● Exercise
Every line with the string "dead" in it belongs in your answer, so copy them all from the data.

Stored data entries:
********

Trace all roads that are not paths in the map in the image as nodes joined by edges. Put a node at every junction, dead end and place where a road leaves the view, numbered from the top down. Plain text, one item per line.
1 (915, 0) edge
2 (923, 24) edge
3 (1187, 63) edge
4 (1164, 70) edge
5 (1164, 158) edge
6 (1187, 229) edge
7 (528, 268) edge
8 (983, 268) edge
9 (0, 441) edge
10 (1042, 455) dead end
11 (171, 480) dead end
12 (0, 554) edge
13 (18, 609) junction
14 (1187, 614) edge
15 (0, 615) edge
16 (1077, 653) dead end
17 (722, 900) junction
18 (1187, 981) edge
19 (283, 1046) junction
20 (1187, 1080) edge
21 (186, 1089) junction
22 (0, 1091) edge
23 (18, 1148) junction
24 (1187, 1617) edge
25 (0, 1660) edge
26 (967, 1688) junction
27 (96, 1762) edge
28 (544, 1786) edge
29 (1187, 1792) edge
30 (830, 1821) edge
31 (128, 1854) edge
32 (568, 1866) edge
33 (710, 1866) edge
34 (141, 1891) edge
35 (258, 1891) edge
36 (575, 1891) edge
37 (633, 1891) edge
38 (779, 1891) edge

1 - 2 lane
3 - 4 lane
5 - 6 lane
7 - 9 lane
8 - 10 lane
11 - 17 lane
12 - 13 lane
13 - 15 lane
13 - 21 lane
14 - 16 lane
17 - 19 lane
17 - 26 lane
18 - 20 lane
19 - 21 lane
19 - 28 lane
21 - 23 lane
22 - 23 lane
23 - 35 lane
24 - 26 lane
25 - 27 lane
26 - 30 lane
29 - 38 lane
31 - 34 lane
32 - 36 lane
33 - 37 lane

********

● Task response
Trace all roads that are not paths in the map in the image as nodes joined by edges. Put a node at every junction, dead end and place where a road leaves the view, numbered from the top down. Plain text, one item per line.
10 (1042, 455) dead end
11 (171, 480) dead end
16 (1077, 653) dead end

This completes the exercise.